Design, optimization, and evaluation of conditionally active gene therapy vectors.

Abstract

It is the objective of this project to produce gene therapy vectors that are active and/or significantly up-regulated due to specific physiological conditions. The significance of such constructs is that it imparts a greater degree of control in the implementation of gene therapy. In general, it is desirable for a gene therapy vector to be active only when and where it is needed. The majority of gene therapy research to date has focused primarily on obtaining expression levels high enough to elicit a therapeutic response, as well as, distributing the vector to enough tissues to provide a corrective effect to the disorder being addressed. However, simply having a gene adequately delivered to enough cells to treat disease and having the gene product be produced in sufficient amounts to have a therapeutic effect cannot be the end of the story. Not unlike genes found naturally in the body, artificially delivered genes also need to be regulated.
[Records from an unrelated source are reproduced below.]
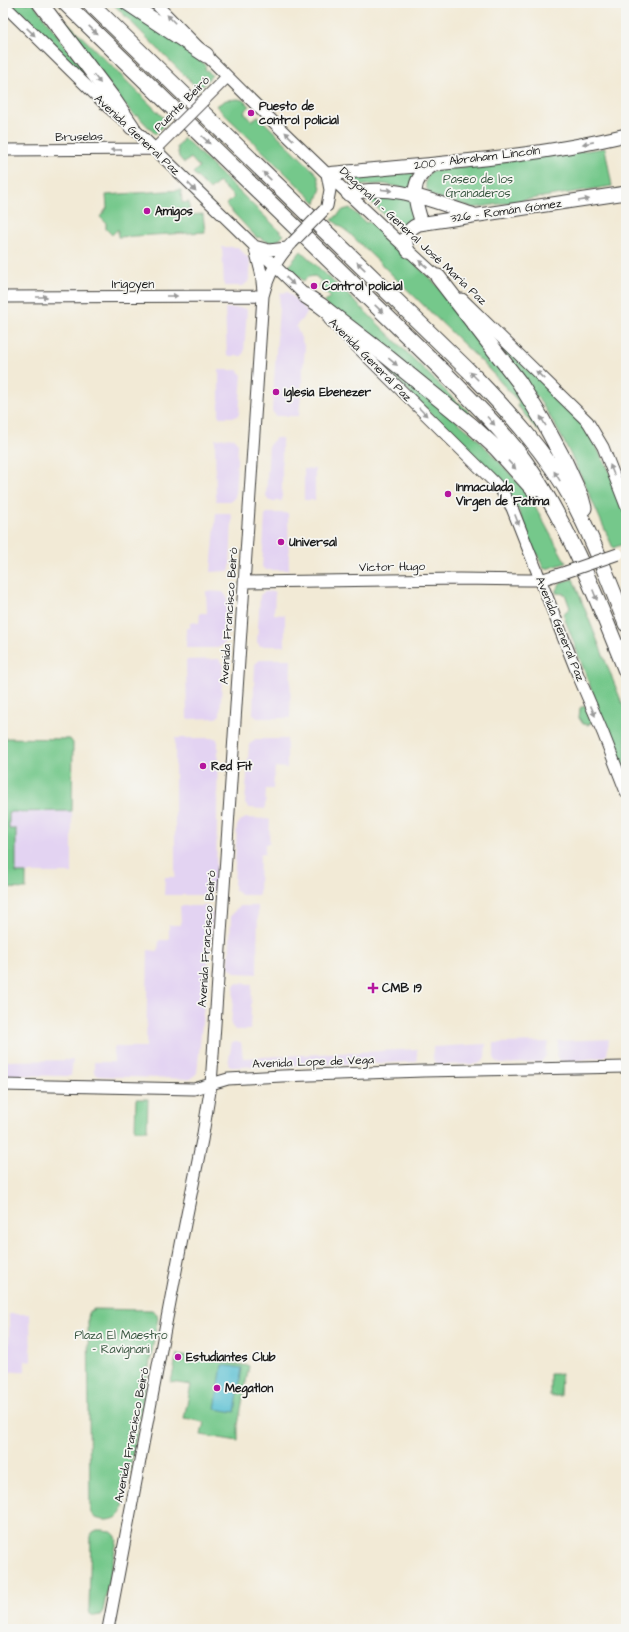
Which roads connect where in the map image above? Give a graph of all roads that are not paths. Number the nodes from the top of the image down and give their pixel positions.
1 (40, 3) edge
2 (65, 3) edge
3 (90, 3) edge
4 (128, 3) edge
5 (155, 3) edge
6 (3, 4) edge
7 (206, 55) junction
8 (227, 77) junction
9 (132, 127) junction
10 (626, 135) edge
11 (155, 149) junction
12 (3, 150) edge
13 (433, 164) junction
14 (327, 174) junction
15 (626, 193) edge
16 (348, 194) junction
17 (415, 196) junction
18 (326, 208) junction
19 (476, 215) junction
20 (422, 223) junction
21 (290, 245) junction
22 (253, 246) junction
23 (408, 251) junction
24 (274, 266) junction
25 (438, 277) junction
26 (263, 296) junction
27 (306, 296) junction
28 (3, 297) edge
29 (626, 506) edge
30 (562, 521) junction
31 (596, 547) junction
32 (622, 553) edge
33 (540, 580) junction
34 (244, 582) junction
35 (626, 624) edge
36 (626, 671) edge
37 (626, 792) edge
38 (626, 1067) edge
39 (3, 1085) edge
40 (211, 1085) junction
41 (108, 1629) edge

1 -> 9 highway
2 -> 30 highway
31 -> 3 highway
4 - 7 highway
7 -> 5 main road, Diagonal 11 - General José María Paz
6 -> 9 main road, Avenida General Paz
7 - 8 main road, Diagonal 11 - General José María Paz
8 - 11 main road, Puente Beiró, bridge
14 -> 8 main road, Diagonal 11 - General José María Paz
9 - 11 main road, Avenida General Paz
10 -> 13 main road, 200 - Abraham Lincoln
11 -> 12 main road, Bruselas
11 -> 22 main road, Avenida General Paz
13 - 14 main road, 200 - Abraham Lincoln
13 - 17 main road
14 - 16 main road, Diagonal 11 - General José María Paz
14 - 18 main road
19 -> 15 main road, 326 - Román Gómez
16 -> 17 main road
16 - 18 main road
16 - 23 main road, Diagonal 11 - General José María Paz
17 - 19 main road
17 - 20 main road
18 - 21 main road, bridge
19 - 20 main road, 326 - Román Gómez
20 - 23 main road
21 - 22 main road
21 - 24 main road, Avenida Francisco Beiró
22 - 24 main road, Avenida General Paz
22 - 26 main road
25 -> 23 main road, Diagonal 11 - General José María Paz
24 - 26 main road, Avenida Francisco Beiró
24 -> 27 main road, Avenida General Paz
29 -> 25 main road, Diagonal 11 - General José María Paz
31 -> 25 highway
28 -> 26 main road, Irigoyen
26 - 34 main road, Avenida Francisco Beiró
27 -> 30 highway
27 -> 33 main road, Avenida General Paz
30 -> 36 highway
31 - 35 highway
32 - 33 main road, Víctor Hugo, bridge
33 - 34 main road, Víctor Hugo
33 -> 37 main road, Avenida General Paz
34 - 40 main road, Avenida Francisco Beiró
38 - 40 main road, Avenida Lope de Vega
39 - 40 main road, Avenida Lope de Vega
40 - 41 main road, Avenida Francisco Beiró

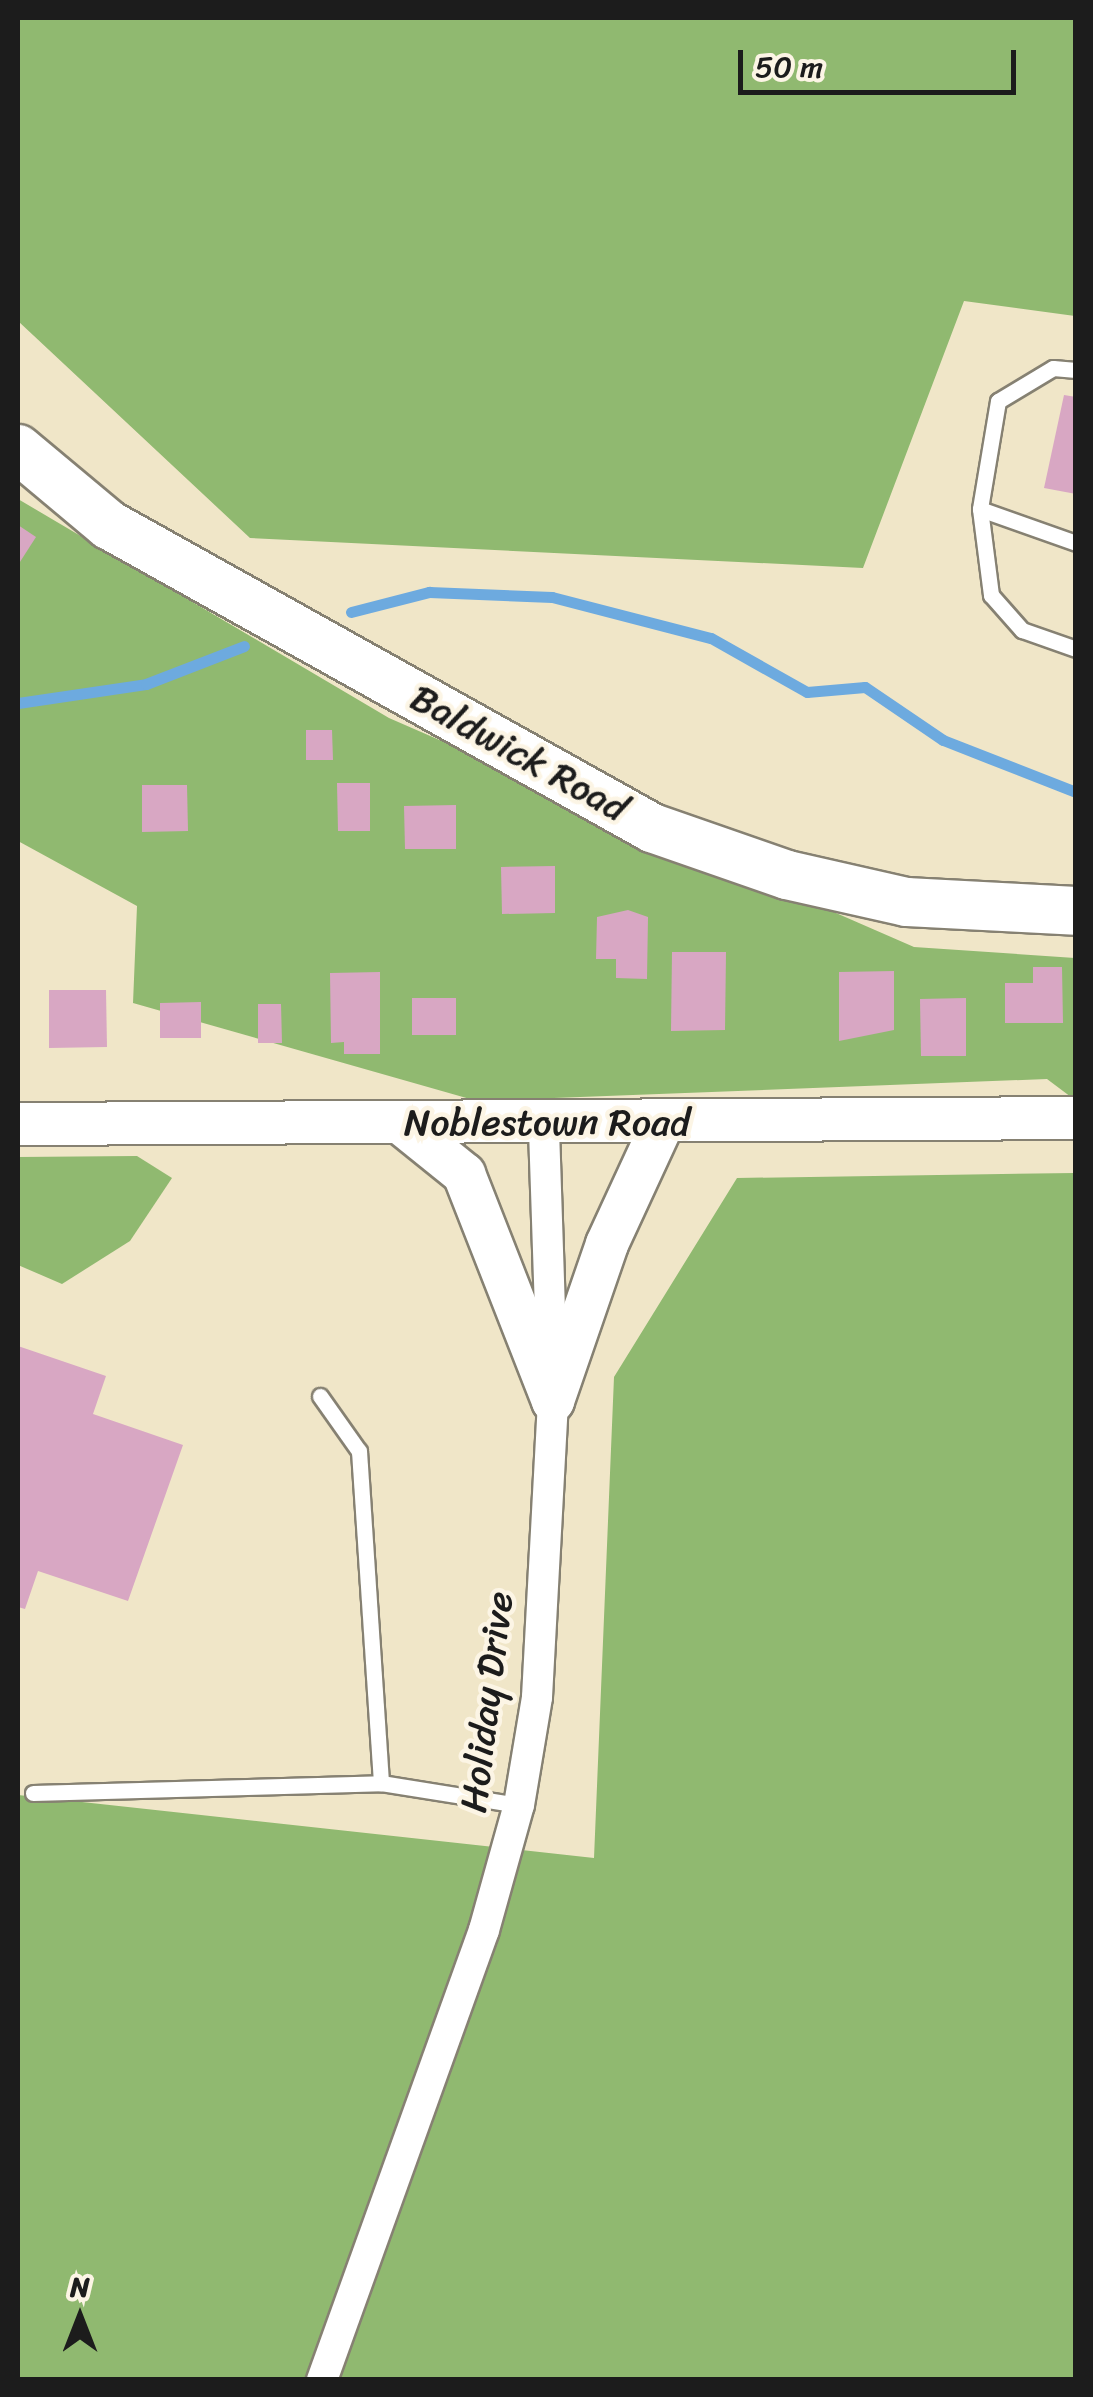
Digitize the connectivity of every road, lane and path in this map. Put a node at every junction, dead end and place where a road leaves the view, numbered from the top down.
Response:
1 (1076, 370) edge
2 (18, 449) edge
3 (980, 508) junction
4 (1076, 543) edge
5 (1076, 650) edge
6 (1076, 911) edge
7 (1076, 1118) edge
8 (544, 1123) junction
9 (663, 1123) junction
10 (18, 1124) edge
11 (402, 1124) junction
12 (320, 1396) dead end
13 (553, 1401) junction
14 (381, 1783) junction
15 (33, 1793) dead end
16 (519, 1805) junction
17 (322, 2380) edge

1 - 3 lane
2 - 6 main road, Baldwick Road
3 - 4 lane
3 - 5 lane
7 - 9 main road, Noblestown Road
8 - 9 main road, Noblestown Road
8 - 11 main road, Noblestown Road
8 - 13 street, Holiday Drive
9 - 13 main road
10 - 11 main road, Noblestown Road
11 - 13 main road
12 - 14 lane
13 - 16 street, Holiday Drive
14 - 15 lane
14 - 16 lane
16 - 17 street, Holiday Drive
The construction of such vectors could prove useful for the treatment of disorders; such as Coronary Artery Disease (CAD) or even Cardiomyopathy, that occur in a specific tissue type or that are associated with an abnormal physiological state, such as hypoxia. Our vector constructs are a small step towards this ultimate goal. In this study, we present data on DNA vectors that were designed, constructed and evaluated in vitro and in vivo; both qualitatively and quantitatively. We report success in the creation of vectors/plasmids that are primarily cardiac tissue specific (pMHCI, pMHCII), vectors that are regulated by cellular oxygen levels (pHAL, pHAM), and even some success in combining the two (pHMHC).